Yes that looks right. The rclone code is here

It uses the first len(c.dataKey) as the secretbox key, and len(c.dataKey) is 32

Having a second implementation of the crypt encoding is a great idea.

If you want to do the name encoding, I suspect that will be the bit you will struggle with as that uses a special wide cipher that will probably need porting to python.

So is the "32-32+16=80" line in the docs also wrong?

To be fair, this would be at least a third. See crypt_rclone.c.

Yeah... Doesn't look like fun. I will probably tackle that when I get a chance. For now, even the proof-of-concept above is good enough for me! I'd also need to pull in something for base32768 if I really want to support it all.

And same with removing the obscure of a password but How to retrieve a 'crypt' password from a config file is also helpful.

Do you mean this bit?

Key derivation

Rclone uses scrypt with parameters N=16384, r=8, p=1 with an optional user supplied salt (password2) to derive the 32+32+16 = 80 bytes of key material required. If the user doesn't supply a salt then rclone uses an internal one.

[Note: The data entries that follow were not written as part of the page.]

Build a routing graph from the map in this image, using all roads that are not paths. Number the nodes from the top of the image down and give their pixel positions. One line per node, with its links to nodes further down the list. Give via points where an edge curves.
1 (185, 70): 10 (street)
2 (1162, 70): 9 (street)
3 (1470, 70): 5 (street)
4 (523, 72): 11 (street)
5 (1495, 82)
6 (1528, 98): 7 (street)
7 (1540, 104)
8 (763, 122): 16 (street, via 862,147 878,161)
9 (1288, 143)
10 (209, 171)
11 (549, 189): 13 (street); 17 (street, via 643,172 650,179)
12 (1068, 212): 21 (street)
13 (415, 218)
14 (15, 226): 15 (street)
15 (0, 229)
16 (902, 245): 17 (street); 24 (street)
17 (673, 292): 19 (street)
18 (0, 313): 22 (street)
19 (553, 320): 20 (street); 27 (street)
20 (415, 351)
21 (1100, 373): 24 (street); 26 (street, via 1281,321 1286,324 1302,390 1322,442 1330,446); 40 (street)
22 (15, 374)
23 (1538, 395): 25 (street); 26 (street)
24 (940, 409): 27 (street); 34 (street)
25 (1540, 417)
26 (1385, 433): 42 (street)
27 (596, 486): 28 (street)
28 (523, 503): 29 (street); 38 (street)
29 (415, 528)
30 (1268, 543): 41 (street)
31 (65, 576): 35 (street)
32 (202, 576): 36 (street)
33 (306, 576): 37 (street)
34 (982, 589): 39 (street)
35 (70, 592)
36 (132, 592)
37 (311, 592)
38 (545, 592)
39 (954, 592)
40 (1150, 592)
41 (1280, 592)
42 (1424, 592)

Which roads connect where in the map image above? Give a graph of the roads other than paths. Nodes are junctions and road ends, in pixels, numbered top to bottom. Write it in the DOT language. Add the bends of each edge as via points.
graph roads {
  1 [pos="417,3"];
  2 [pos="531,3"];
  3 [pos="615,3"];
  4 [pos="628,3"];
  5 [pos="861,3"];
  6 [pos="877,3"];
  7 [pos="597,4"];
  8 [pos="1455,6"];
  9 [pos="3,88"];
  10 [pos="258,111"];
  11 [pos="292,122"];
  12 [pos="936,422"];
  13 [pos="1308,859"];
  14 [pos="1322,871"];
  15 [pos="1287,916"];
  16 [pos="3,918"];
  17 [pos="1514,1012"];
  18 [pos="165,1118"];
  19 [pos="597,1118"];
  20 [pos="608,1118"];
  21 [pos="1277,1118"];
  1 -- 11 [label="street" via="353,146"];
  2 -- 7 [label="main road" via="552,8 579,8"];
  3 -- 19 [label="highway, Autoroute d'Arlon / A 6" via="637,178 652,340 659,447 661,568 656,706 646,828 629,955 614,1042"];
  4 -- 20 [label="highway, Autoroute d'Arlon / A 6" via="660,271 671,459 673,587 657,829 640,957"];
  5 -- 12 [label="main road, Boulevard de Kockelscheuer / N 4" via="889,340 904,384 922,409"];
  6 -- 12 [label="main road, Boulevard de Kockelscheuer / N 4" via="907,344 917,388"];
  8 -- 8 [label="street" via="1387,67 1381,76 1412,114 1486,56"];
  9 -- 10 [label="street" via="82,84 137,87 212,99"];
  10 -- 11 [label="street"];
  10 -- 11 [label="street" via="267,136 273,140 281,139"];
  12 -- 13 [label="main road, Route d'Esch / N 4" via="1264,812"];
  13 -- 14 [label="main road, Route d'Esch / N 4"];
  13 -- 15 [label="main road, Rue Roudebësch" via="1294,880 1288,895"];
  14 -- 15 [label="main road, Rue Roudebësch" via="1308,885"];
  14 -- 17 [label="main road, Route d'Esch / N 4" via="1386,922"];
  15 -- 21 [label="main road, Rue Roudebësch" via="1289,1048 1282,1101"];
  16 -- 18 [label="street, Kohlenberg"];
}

scrypt makes it impractical to mount a dictionary attack on rclone encrypted data. For full protection against this you should always use a salt.

In 32+32+16 the first 32 bytes are used for the secretbox key, the next 32 are used for the file name encryption and the next 16 are used for the IV for file name encryption.